Isn't this just CRL in reverse? And CRL sucks or we wouldn't be having this discussion. Part of the point of cryptographically signing a cert is so you don't have to do this if you trust the issuer.
Cryptography already makes it infeasible for a malicious actor to create a fake cert. The much more common attack vector is having a legitimate cert's private key compromised.
No, these are completely separate issues.
This is just one example why we have certificate transparency. Revocation wouldn't be useful if it isn't even known which certificates need revocation.
Source
Or the more likely a rouge certificate authority giving out certs it shouldn't.
This seems like a good idea.
The only disadvantage I see is that all my personal subdomains (e.g. immich.name.com and jellyfin) are forever stored in a public location. I wouldn't call it a privacy nightmare, yet it isn't optimal.

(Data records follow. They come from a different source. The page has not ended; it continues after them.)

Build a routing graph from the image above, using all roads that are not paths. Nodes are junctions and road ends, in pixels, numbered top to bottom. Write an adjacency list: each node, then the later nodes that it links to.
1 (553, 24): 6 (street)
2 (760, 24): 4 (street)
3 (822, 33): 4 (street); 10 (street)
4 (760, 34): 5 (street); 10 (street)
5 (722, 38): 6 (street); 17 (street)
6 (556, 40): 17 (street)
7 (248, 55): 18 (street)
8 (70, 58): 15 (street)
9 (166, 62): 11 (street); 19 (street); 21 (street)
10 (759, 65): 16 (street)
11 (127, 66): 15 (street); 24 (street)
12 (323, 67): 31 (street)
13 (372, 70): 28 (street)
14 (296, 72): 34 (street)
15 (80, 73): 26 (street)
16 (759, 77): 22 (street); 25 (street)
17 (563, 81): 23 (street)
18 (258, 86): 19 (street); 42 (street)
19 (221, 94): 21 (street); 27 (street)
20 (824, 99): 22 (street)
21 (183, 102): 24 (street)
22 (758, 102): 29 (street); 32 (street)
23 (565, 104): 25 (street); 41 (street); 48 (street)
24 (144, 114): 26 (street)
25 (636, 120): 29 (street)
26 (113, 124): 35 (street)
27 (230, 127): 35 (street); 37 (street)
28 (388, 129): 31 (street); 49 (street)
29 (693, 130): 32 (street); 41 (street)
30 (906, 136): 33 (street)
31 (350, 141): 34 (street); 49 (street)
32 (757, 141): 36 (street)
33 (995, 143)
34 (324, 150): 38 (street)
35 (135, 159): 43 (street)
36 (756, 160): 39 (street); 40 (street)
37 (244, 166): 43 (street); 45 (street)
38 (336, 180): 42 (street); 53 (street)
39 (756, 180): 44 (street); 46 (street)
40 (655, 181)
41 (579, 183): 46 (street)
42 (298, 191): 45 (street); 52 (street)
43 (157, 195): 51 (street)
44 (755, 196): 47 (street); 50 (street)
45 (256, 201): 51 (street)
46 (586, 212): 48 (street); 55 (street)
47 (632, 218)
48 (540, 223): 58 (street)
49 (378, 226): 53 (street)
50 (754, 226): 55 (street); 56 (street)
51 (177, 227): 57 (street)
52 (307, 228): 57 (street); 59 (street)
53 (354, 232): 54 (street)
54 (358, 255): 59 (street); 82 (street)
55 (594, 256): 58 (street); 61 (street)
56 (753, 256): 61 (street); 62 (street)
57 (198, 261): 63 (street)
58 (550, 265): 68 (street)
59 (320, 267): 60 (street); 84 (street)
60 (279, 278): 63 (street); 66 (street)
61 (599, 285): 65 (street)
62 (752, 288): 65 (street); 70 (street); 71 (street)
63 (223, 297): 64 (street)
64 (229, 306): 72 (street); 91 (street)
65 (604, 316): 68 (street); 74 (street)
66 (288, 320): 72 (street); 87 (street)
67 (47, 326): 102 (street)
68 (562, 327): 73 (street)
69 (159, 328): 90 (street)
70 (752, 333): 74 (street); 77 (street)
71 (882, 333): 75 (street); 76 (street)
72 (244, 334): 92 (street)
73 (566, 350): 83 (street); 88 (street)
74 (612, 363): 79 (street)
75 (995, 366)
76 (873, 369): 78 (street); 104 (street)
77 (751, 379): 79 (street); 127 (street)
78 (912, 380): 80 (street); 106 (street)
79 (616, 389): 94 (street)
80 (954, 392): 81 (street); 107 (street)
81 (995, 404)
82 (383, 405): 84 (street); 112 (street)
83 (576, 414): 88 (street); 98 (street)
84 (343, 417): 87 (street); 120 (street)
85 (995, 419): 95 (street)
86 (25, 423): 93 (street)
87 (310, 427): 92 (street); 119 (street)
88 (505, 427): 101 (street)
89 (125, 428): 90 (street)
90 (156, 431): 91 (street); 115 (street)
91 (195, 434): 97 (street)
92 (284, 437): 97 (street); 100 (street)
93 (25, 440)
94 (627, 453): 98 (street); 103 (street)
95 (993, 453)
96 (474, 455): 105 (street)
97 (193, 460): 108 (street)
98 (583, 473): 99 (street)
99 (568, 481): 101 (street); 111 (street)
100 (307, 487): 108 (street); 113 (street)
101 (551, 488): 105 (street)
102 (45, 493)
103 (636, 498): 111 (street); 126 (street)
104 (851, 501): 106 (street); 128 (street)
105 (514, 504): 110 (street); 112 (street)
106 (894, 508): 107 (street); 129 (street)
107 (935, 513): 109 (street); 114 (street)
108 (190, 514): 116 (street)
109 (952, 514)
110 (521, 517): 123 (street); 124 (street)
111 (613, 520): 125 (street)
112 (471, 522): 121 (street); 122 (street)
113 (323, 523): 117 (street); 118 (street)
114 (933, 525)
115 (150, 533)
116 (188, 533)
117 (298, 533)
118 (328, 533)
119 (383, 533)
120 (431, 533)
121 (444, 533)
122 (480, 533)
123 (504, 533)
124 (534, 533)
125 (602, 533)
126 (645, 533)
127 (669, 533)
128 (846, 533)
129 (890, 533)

There are two workarounds:
But how to automate wildcard certificate generation? That requires a change of the txt record and namecheap for instance got no mechanism for that to automatically happen on cert bot action
There are some nameserver providers that have an API.
When you register a domain, you can choose which nameserver you like. There are nameservers that work with certbot, choose one that does.
Namecheap supports this according to docs. I just haven't tested yet.
Doesn't caddy support that (name cheap txt mod) via a plug-in?
I haven't tried it yet, but the plugin made it sound possible. I'm planning to automate on next expiration... When I get to it ;)
I did already compile caddy with the plugin, just haven't generated my name cheap token and tested.